- [Work instructions] Search the data for the word "roads" and copy each line that has it.

↓↓↓

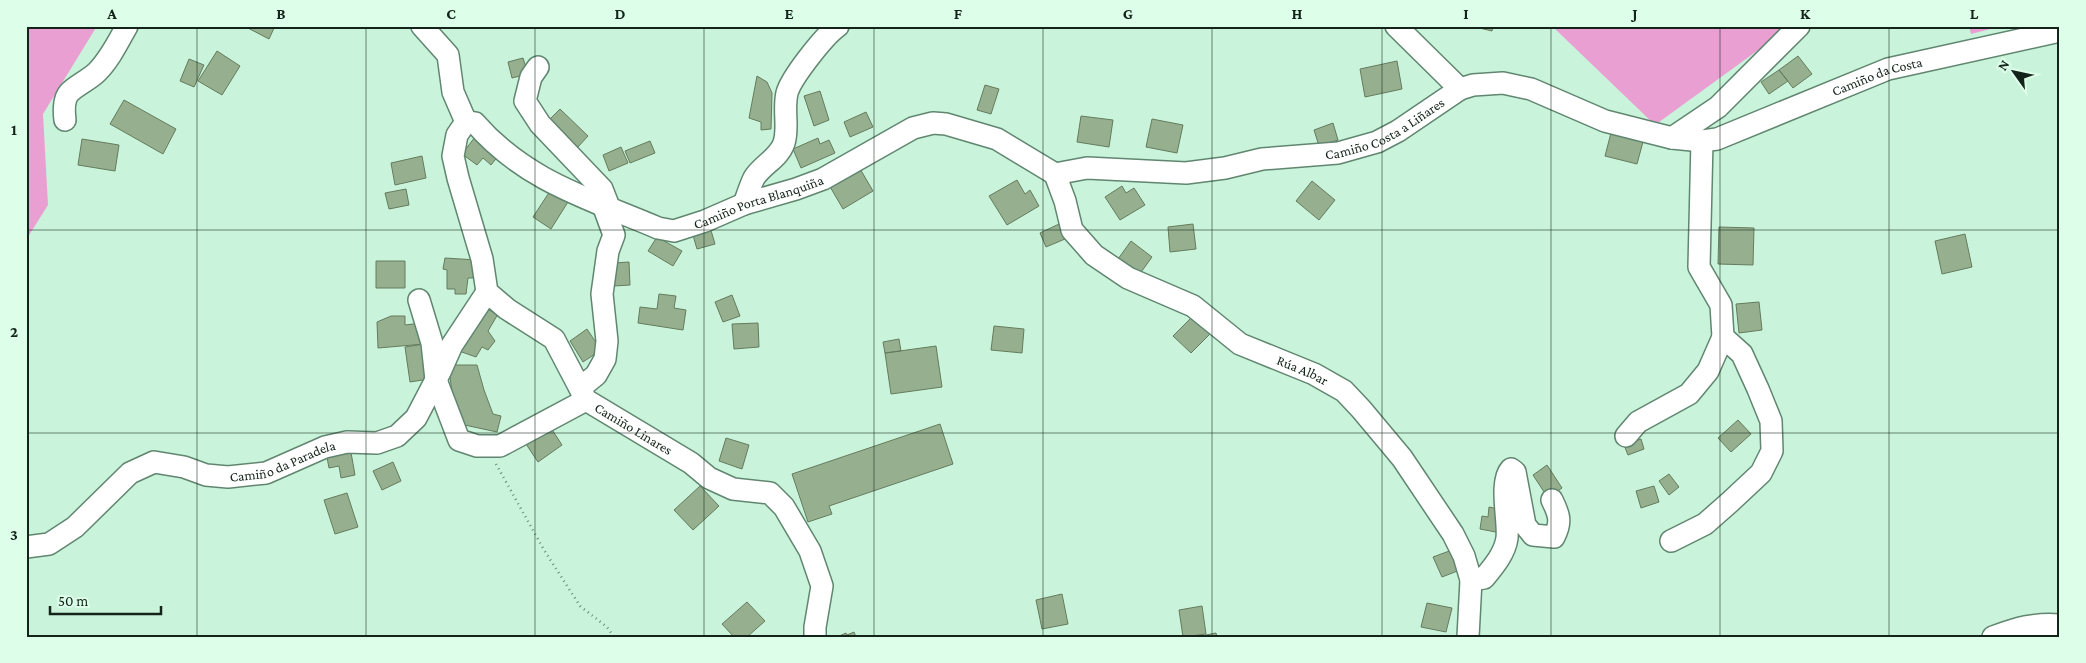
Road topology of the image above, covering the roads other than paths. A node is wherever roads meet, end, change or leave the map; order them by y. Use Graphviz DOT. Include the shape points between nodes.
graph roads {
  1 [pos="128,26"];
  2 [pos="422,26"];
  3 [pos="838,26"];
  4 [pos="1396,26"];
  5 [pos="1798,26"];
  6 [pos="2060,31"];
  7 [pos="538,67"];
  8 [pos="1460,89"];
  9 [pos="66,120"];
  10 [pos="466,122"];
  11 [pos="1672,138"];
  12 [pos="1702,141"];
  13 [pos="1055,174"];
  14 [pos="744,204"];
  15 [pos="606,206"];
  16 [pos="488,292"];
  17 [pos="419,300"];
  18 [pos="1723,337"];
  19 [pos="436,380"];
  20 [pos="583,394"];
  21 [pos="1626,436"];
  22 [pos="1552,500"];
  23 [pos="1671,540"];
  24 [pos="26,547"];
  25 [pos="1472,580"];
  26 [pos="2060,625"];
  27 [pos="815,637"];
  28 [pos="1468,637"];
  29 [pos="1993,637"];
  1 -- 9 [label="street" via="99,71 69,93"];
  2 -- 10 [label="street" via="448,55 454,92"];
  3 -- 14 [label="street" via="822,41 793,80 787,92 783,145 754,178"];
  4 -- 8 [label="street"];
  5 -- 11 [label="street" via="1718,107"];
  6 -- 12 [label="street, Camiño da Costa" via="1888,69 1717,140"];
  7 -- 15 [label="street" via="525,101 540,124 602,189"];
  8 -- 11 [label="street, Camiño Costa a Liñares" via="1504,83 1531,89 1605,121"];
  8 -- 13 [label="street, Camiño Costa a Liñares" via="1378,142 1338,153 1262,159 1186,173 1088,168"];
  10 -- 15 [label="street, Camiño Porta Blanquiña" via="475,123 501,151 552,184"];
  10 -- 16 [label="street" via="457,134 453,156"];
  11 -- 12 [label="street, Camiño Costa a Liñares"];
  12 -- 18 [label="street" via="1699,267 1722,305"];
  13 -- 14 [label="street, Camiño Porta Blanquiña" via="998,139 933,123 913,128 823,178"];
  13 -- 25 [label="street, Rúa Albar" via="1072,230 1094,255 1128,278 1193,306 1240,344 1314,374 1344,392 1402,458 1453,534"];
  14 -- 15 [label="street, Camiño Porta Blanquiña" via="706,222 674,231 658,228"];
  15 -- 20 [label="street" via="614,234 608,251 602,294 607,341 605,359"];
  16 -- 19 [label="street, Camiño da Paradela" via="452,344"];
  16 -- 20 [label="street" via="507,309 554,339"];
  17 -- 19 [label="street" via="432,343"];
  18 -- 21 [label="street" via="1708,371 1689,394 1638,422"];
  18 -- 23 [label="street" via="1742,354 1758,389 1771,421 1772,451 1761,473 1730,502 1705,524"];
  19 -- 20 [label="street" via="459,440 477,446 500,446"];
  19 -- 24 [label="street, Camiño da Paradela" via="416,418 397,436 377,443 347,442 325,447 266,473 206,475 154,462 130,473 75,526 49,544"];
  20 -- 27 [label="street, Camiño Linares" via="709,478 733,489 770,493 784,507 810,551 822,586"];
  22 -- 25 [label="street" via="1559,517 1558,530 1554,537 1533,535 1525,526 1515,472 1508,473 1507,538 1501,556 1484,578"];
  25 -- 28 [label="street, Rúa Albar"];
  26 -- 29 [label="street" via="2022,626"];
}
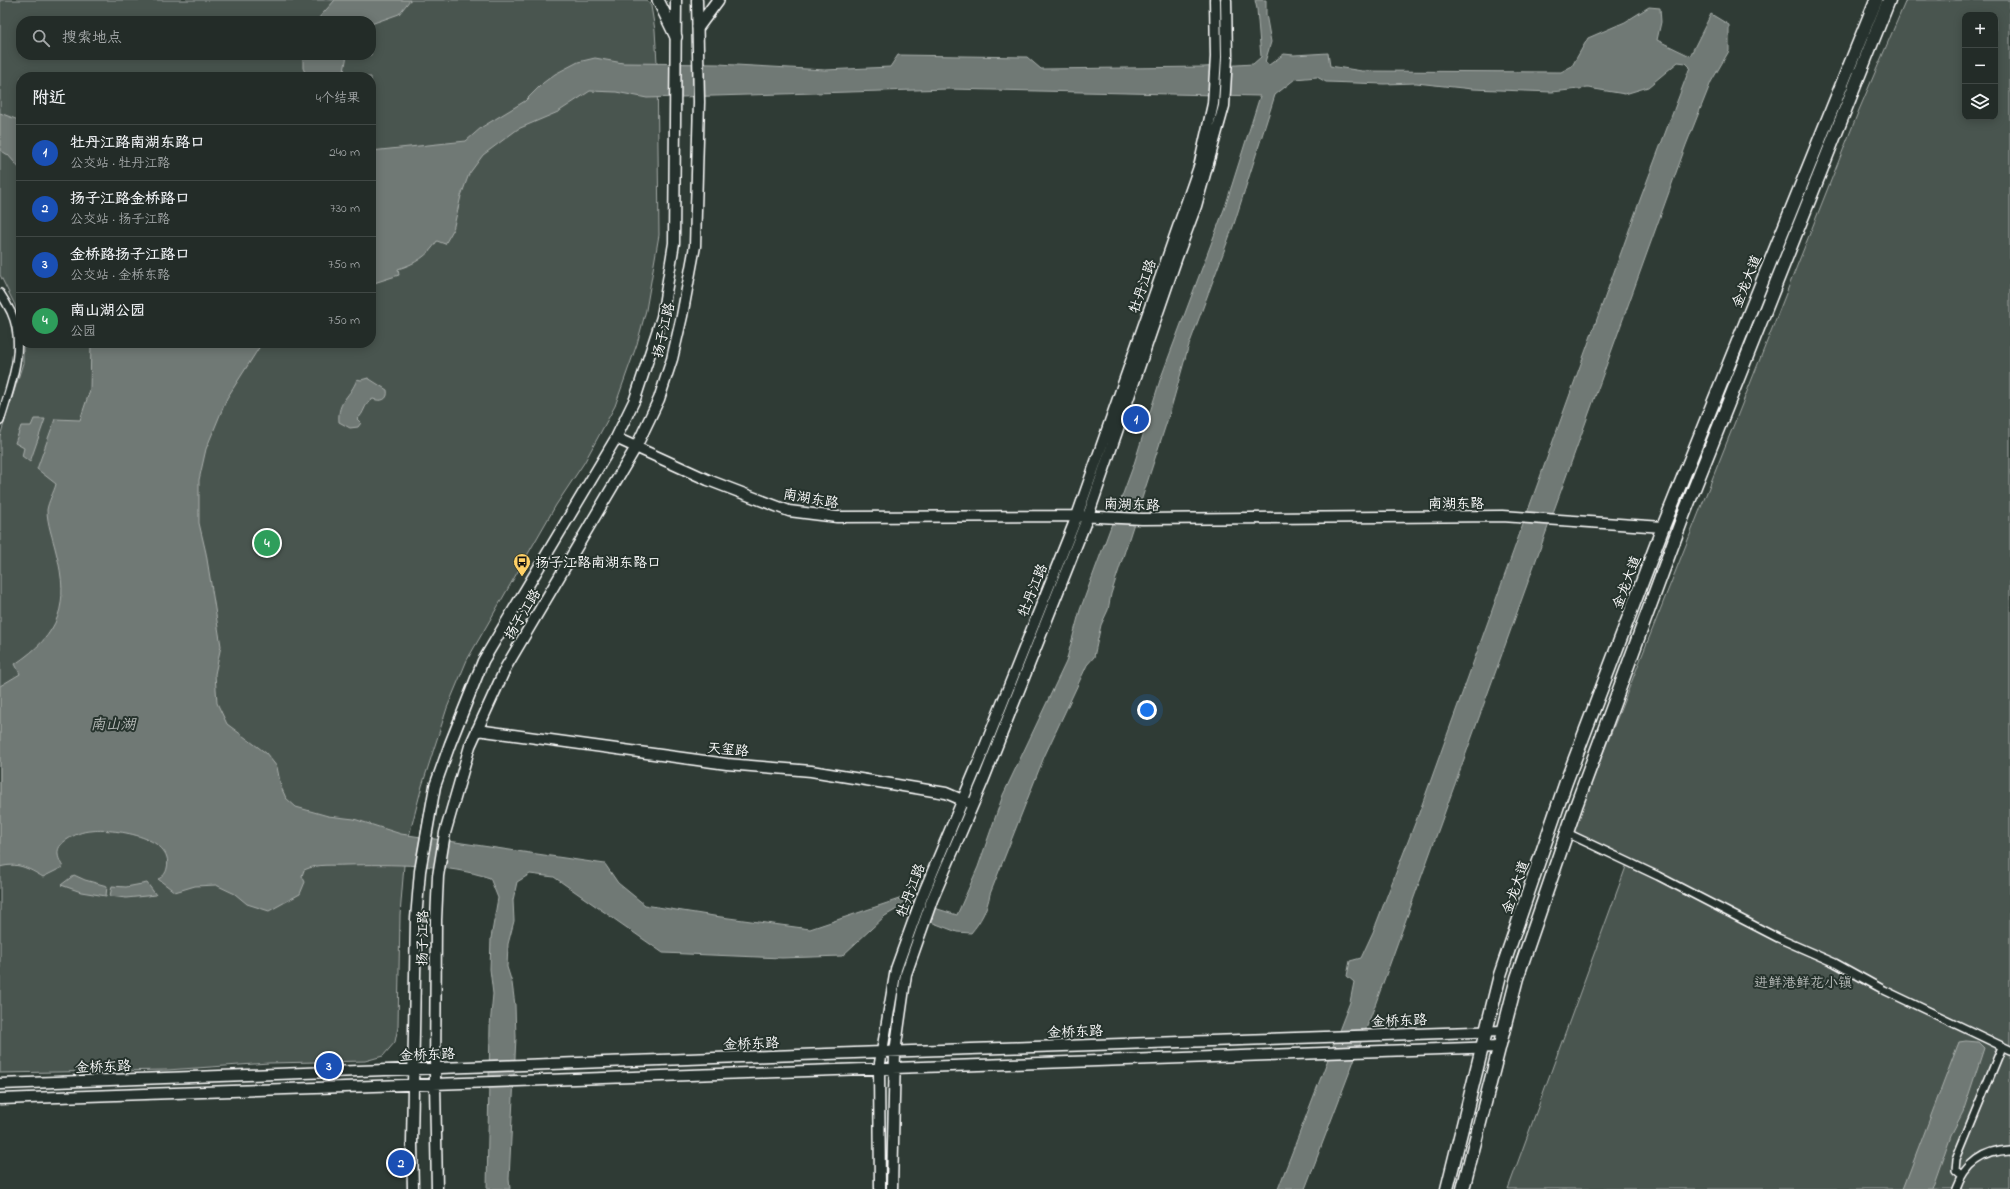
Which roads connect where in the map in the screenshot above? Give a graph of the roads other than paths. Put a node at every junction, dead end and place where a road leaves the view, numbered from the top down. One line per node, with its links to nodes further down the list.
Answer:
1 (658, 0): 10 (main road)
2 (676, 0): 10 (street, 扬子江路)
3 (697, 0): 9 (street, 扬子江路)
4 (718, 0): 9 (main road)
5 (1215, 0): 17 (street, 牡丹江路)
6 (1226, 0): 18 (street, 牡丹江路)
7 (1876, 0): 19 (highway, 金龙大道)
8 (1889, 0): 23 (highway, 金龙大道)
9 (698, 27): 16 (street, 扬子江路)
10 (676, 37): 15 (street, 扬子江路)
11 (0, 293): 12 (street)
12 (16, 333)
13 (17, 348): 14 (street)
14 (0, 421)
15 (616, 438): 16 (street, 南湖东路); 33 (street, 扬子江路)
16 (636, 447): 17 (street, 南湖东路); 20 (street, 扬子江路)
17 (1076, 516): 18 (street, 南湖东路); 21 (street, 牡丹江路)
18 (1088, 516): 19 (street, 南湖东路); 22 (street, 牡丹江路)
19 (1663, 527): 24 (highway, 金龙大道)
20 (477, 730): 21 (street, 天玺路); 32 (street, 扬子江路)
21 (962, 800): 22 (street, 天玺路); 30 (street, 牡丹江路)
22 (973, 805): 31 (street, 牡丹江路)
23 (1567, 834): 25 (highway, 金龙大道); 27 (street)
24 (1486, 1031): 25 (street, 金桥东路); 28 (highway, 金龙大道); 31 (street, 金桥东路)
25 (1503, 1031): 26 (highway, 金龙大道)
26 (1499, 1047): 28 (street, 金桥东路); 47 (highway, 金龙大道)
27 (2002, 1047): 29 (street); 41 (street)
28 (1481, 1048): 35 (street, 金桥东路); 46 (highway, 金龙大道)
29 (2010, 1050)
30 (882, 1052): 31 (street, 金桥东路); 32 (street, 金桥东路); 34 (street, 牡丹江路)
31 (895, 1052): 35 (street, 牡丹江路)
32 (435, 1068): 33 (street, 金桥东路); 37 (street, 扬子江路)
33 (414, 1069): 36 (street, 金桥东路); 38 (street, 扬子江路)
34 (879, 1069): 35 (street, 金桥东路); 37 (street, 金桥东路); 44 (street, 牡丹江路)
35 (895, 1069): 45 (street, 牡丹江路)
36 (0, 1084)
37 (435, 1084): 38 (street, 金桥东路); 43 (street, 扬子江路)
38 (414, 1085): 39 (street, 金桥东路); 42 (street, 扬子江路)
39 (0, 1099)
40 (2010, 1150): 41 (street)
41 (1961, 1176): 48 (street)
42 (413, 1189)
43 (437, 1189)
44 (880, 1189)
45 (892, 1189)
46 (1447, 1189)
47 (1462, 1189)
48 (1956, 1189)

↑↑↑
↓↓↓

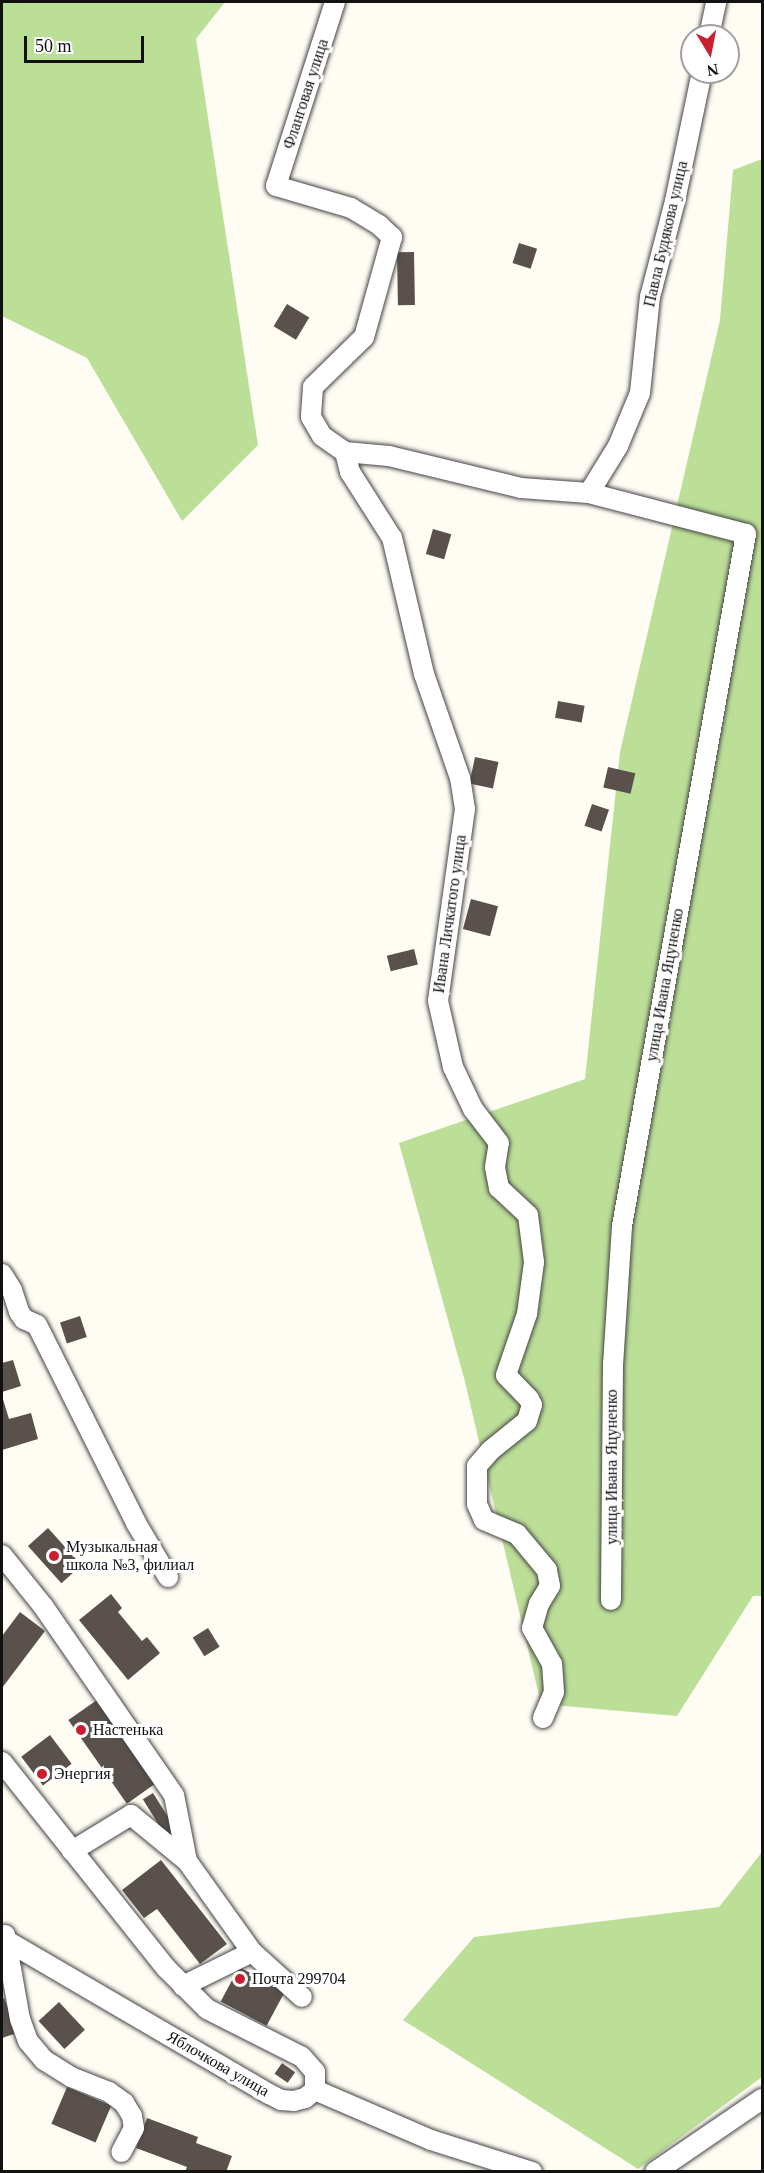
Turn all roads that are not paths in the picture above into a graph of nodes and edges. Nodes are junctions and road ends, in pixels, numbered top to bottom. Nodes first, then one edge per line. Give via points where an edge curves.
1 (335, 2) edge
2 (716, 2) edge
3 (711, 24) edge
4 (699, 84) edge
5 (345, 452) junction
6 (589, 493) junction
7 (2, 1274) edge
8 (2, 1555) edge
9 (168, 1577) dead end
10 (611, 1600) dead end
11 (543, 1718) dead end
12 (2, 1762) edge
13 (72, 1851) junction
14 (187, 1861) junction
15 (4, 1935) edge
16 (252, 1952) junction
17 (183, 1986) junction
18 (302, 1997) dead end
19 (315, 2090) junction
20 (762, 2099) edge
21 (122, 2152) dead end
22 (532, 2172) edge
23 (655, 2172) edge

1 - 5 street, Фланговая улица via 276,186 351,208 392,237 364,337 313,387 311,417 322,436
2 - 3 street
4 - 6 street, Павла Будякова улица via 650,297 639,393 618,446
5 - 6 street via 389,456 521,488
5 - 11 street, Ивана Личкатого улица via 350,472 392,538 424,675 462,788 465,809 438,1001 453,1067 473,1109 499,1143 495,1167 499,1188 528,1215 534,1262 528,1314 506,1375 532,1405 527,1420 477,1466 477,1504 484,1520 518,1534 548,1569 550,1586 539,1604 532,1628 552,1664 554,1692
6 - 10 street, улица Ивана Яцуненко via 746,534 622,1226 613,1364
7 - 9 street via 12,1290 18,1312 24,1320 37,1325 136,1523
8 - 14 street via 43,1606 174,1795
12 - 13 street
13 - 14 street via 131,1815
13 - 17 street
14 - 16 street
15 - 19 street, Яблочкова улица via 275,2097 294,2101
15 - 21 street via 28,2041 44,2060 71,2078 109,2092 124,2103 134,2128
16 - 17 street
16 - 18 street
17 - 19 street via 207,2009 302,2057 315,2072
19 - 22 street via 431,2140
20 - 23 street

↑↑↑

- [Answer section]
Road topology of the image above, covering the roads other than paths. A node is wherever roads meet, end, change or leave the map; order them by y. Use Graphviz DOT. Include the shape points between nodes.
graph roads {
Which roads connect where in the map in the screenshot above? Give a graph of the roads other than paths. Put a node at every junction, dead end and place where a road leaves the view, numbered from the top down. One line per node, with its links to nodes further down the list.
Turn all roads that are not paths in the picture above into a graph of nodes and edges. Nodes are junctions and road ends, in pixels, numbered top to bottom. Nodes first, then one edge per line. Give via points where an edge curves.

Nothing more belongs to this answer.